━━ RECORD SET ━━
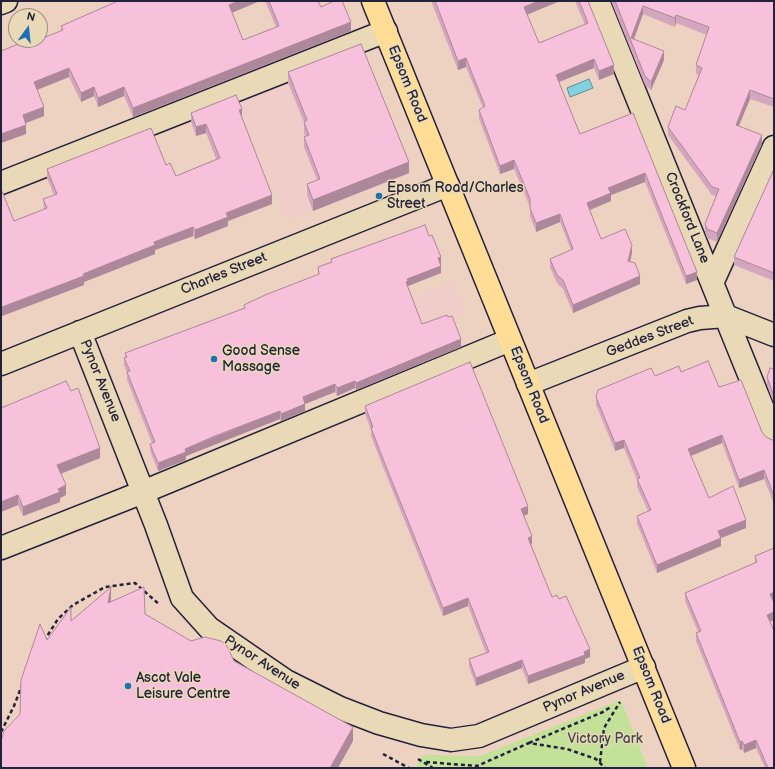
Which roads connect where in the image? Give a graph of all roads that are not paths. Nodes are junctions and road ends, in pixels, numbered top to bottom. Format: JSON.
{"nodes":[{"id":1,"x":6,"y":1,"type":"edge"},
{"id":2,"x":373,"y":1,"type":"edge"},
{"id":3,"x":598,"y":1,"type":"edge"},
{"id":4,"x":1,"y":3,"type":"edge"},
{"id":5,"x":386,"y":31,"type":"junction"},
{"id":6,"x":774,"y":146,"type":"edge"},
{"id":7,"x":1,"y":183,"type":"edge"},
{"id":8,"x":448,"y":185,"type":"junction"},
{"id":9,"x":713,"y":281,"type":"junction"},
{"id":10,"x":726,"y":316,"type":"junction"},
{"id":11,"x":80,"y":332,"type":"junction"},
{"id":12,"x":774,"y":335,"type":"edge"},
{"id":13,"x":510,"y":340,"type":"junction"},
{"id":14,"x":1,"y":364,"type":"edge"},
{"id":15,"x":528,"y":384,"type":"junction"},
{"id":16,"x":774,"y":436,"type":"edge"},
{"id":17,"x":143,"y":492,"type":"junction"},
{"id":18,"x":1,"y":548,"type":"edge"},
{"id":19,"x":644,"y":667,"type":"junction"},
{"id":20,"x":684,"y":768,"type":"edge"}],
"edges":[{"from":1,"to":4,"type":"street"},
{"from":2,"to":5,"type":"main road","name":"Epsom Road"},
{"from":3,"to":9,"type":"street","name":"Crockford Lane"},
{"from":5,"to":7,"type":"street"},
{"from":5,"to":8,"type":"main road","name":"Epsom Road"},
{"from":6,"to":9,"type":"street"},
{"from":8,"to":11,"type":"street","name":"Charles Street"},
{"from":8,"to":13,"type":"main road","name":"Epsom Road"},
{"from":9,"to":10,"type":"street","name":"Crockford Lane"},
{"from":10,"to":12,"type":"street","name":"Geddes Street"},
{"from":10,"to":15,"type":"street","name":"Geddes Street"},
{"from":10,"to":16,"type":"street","name":"Crockford Lane"},
{"from":11,"to":14,"type":"street","name":"Charles Street"},
{"from":11,"to":17,"type":"street","name":"Pynor Avenue"},
{"from":13,"to":15,"type":"main road","name":"Epsom Road"},
{"from":13,"to":17,"type":"street"},
{"from":15,"to":19,"type":"main road","name":"Epsom Road"},
{"from":17,"to":18,"type":"street"},
{"from":17,"to":19,"type":"street","name":"Pynor Avenue"},
{"from":19,"to":20,"type":"main road","name":"Epsom Road"}]}
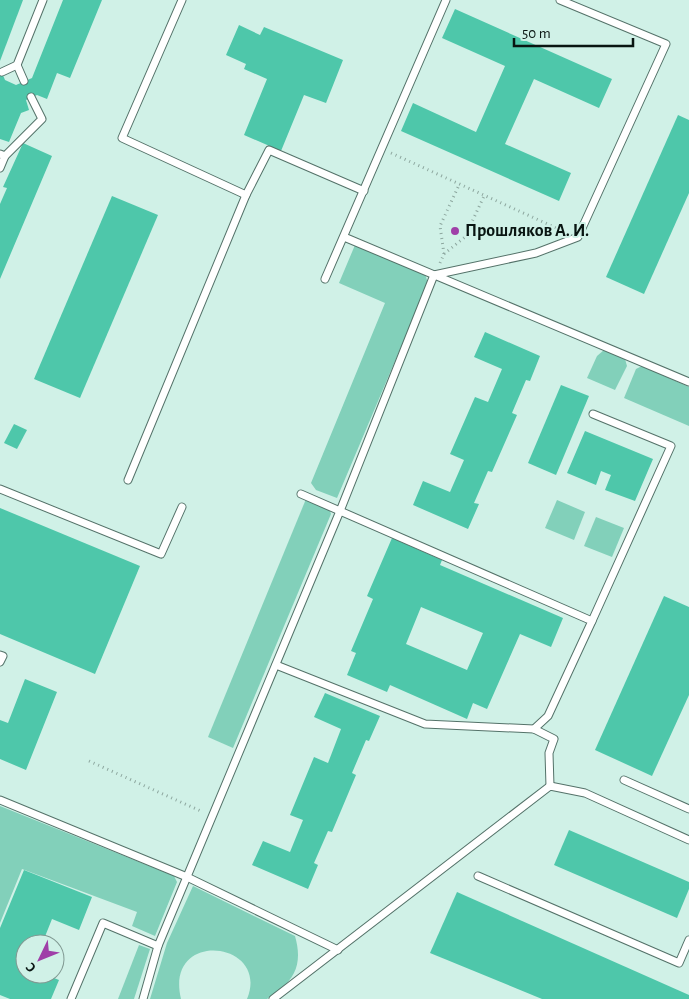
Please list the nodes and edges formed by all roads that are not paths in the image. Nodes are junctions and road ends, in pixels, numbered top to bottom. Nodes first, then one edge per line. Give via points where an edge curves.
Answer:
1 (43, 0) edge
2 (182, 0) edge
3 (446, 0) edge
4 (560, 0) edge
5 (17, 65) junction
6 (2, 72) dead end
7 (24, 81) dead end
8 (31, 97) dead end
9 (2, 155) edge
10 (0, 168) edge
11 (364, 191) junction
12 (246, 195) junction
13 (344, 237) junction
14 (434, 275) junction
15 (325, 279) dead end
16 (689, 382) edge
17 (593, 414) dead end
18 (128, 480) dead end
19 (0, 489) edge
20 (301, 494) dead end
21 (182, 507) dead end
22 (340, 511) junction
23 (592, 621) junction
24 (0, 654) edge
25 (0, 662) edge
26 (276, 664) junction
27 (534, 729) junction
28 (624, 780) dead end
29 (550, 786) junction
30 (0, 800) edge
31 (689, 809) edge
32 (689, 840) edge
33 (478, 876) dead end
34 (187, 877) junction
35 (689, 940) edge
36 (158, 946) junction
37 (338, 950) junction
38 (71, 999) edge
39 (142, 999) edge
40 (273, 999) edge

1 - 5 lane
2 - 12 lane via 122,138
3 - 11 lane
4 - 14 lane via 666,44 578,237 536,253
5 - 6 lane
5 - 7 lane
8 - 9 lane via 42,119
9 - 10 lane
11 - 12 lane via 269,150
11 - 13 lane
12 - 18 lane
13 - 14 lane
13 - 15 lane
14 - 16 lane
14 - 22 lane
17 - 23 lane via 671,446
19 - 21 lane via 161,554
20 - 22 lane
22 - 23 lane
22 - 26 lane
23 - 27 lane via 548,716
24 - 25 lane
26 - 27 lane via 425,724
26 - 34 lane
27 - 29 lane via 554,739 549,753
28 - 31 lane
29 - 32 lane via 585,793
29 - 37 lane
30 - 34 lane
33 - 35 lane via 679,963
34 - 36 lane
34 - 37 lane
36 - 38 lane via 103,923
36 - 39 lane
37 - 40 lane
━━━
* _PROBLEM REQUIREMENTS_
How many of the lines above hold the word "Avenue"? Give only that number.

* _FINISHED EXERCISE_
2